Using the records below, copy every line that holds the string "nodes".
Start of Block
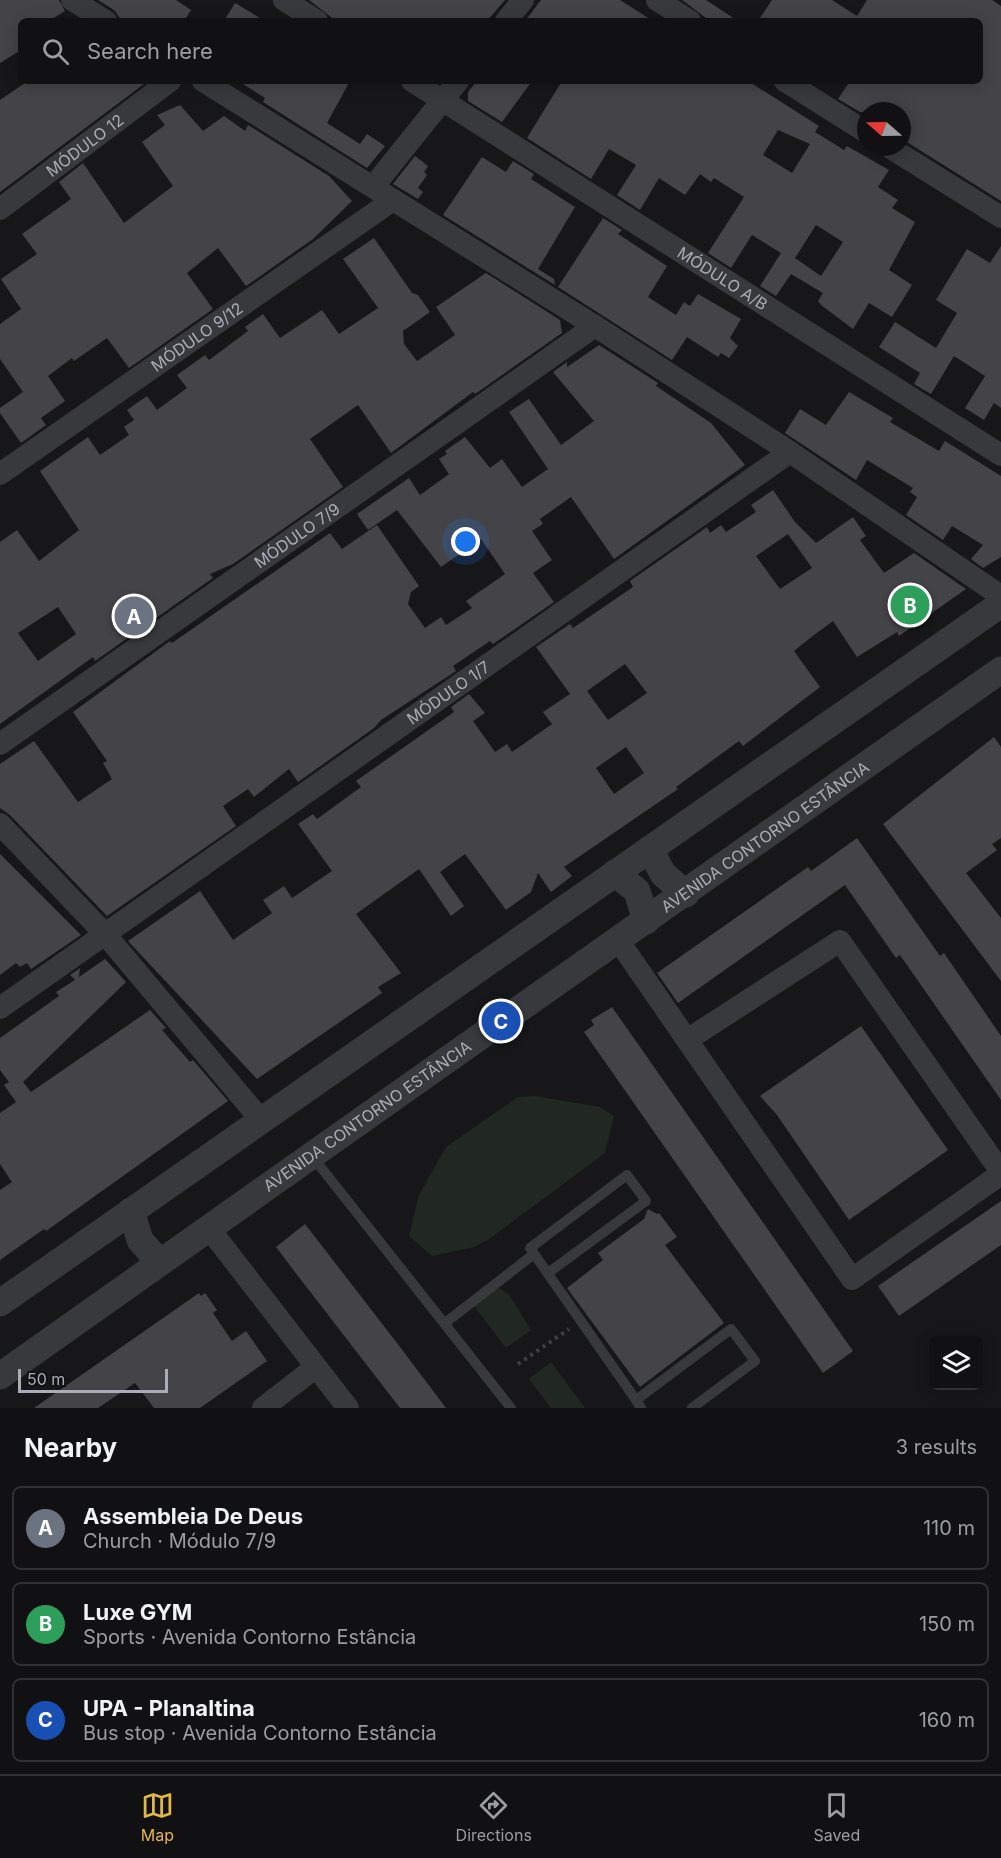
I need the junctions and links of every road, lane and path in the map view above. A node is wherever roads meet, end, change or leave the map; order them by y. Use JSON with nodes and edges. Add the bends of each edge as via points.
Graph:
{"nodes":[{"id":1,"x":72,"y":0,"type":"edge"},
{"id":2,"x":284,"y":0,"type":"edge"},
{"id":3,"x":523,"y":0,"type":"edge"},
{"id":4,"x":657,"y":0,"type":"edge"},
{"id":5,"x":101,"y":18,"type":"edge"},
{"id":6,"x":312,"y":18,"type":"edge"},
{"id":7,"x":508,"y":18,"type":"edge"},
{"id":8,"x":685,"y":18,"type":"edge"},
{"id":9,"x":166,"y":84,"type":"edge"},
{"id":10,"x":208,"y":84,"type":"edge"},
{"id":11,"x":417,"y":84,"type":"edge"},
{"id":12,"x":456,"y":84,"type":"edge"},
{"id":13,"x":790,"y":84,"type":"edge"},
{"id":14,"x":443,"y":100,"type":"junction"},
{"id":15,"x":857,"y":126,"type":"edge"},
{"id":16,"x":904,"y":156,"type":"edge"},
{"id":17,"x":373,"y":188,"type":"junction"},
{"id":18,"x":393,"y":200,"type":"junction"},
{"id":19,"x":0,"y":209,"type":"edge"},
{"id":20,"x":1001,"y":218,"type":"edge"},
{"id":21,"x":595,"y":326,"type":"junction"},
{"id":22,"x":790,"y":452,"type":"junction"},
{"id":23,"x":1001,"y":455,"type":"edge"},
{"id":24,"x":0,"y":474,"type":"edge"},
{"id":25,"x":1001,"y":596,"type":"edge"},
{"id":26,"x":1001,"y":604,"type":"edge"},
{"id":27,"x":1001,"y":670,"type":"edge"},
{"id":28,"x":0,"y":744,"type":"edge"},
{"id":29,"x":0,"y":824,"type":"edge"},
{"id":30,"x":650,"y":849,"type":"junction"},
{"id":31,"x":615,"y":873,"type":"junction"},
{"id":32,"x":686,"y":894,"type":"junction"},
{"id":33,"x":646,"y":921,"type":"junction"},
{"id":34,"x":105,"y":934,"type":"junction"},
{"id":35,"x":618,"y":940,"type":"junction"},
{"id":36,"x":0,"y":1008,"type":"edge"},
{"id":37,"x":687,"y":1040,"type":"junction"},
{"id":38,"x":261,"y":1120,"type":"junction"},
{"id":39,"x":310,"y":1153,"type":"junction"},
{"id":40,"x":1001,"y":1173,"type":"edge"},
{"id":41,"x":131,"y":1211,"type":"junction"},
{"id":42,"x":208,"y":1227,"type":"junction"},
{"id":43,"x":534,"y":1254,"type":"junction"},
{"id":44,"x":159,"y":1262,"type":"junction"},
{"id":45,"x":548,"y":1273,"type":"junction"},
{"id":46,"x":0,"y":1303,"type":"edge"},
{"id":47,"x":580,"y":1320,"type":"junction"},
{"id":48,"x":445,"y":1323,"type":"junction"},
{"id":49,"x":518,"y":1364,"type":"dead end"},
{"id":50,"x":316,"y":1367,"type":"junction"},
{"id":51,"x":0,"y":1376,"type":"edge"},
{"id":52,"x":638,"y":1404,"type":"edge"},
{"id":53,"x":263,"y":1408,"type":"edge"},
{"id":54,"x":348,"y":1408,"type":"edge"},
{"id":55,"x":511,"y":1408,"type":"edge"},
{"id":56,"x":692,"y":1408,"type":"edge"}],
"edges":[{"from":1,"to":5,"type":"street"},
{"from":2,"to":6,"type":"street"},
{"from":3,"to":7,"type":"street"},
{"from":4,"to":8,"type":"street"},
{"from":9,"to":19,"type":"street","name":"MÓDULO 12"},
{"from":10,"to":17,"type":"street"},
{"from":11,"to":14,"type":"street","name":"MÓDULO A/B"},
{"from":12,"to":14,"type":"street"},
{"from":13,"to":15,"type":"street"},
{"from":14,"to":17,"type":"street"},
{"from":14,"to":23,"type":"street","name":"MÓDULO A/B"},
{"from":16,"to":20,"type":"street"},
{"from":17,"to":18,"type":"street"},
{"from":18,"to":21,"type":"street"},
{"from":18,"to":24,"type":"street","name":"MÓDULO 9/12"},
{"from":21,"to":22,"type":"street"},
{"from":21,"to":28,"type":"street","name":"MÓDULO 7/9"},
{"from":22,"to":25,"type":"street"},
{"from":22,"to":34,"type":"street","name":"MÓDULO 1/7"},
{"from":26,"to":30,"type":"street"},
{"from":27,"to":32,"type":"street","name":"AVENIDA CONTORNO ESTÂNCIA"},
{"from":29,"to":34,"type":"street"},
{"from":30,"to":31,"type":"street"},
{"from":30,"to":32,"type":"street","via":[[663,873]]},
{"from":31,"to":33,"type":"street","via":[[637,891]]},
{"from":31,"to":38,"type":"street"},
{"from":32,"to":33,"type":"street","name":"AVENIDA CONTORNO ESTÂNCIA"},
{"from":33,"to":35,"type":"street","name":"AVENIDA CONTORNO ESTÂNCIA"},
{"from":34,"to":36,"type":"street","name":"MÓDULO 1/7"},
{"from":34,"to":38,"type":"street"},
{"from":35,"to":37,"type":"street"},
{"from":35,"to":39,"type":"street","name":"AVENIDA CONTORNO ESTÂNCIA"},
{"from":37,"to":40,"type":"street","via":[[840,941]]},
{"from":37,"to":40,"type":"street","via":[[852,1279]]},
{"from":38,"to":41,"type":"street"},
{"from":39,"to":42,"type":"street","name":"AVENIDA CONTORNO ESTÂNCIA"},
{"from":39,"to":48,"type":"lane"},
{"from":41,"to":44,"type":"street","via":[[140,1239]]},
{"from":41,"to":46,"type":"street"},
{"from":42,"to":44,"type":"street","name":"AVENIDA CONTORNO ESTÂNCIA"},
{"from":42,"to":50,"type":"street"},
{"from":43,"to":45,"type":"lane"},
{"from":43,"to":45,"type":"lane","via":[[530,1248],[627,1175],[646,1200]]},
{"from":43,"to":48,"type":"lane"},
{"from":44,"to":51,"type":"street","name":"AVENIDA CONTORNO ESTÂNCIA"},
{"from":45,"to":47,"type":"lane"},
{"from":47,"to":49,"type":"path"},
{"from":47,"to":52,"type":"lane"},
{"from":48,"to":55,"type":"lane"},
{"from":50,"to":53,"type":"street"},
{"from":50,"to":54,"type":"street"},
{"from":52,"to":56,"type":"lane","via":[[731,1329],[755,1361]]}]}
End of Block
EXPECTED OUTPUT:
I need the junctions and links of every road, lane and path in the map view above. A node is wherever roads meet, end, change or leave the map; order them by y. Use JSON with nodes and edges. Add the bends of each edge as via points.
{"nodes":[{"id":1,"x":72,"y":0,"type":"edge"},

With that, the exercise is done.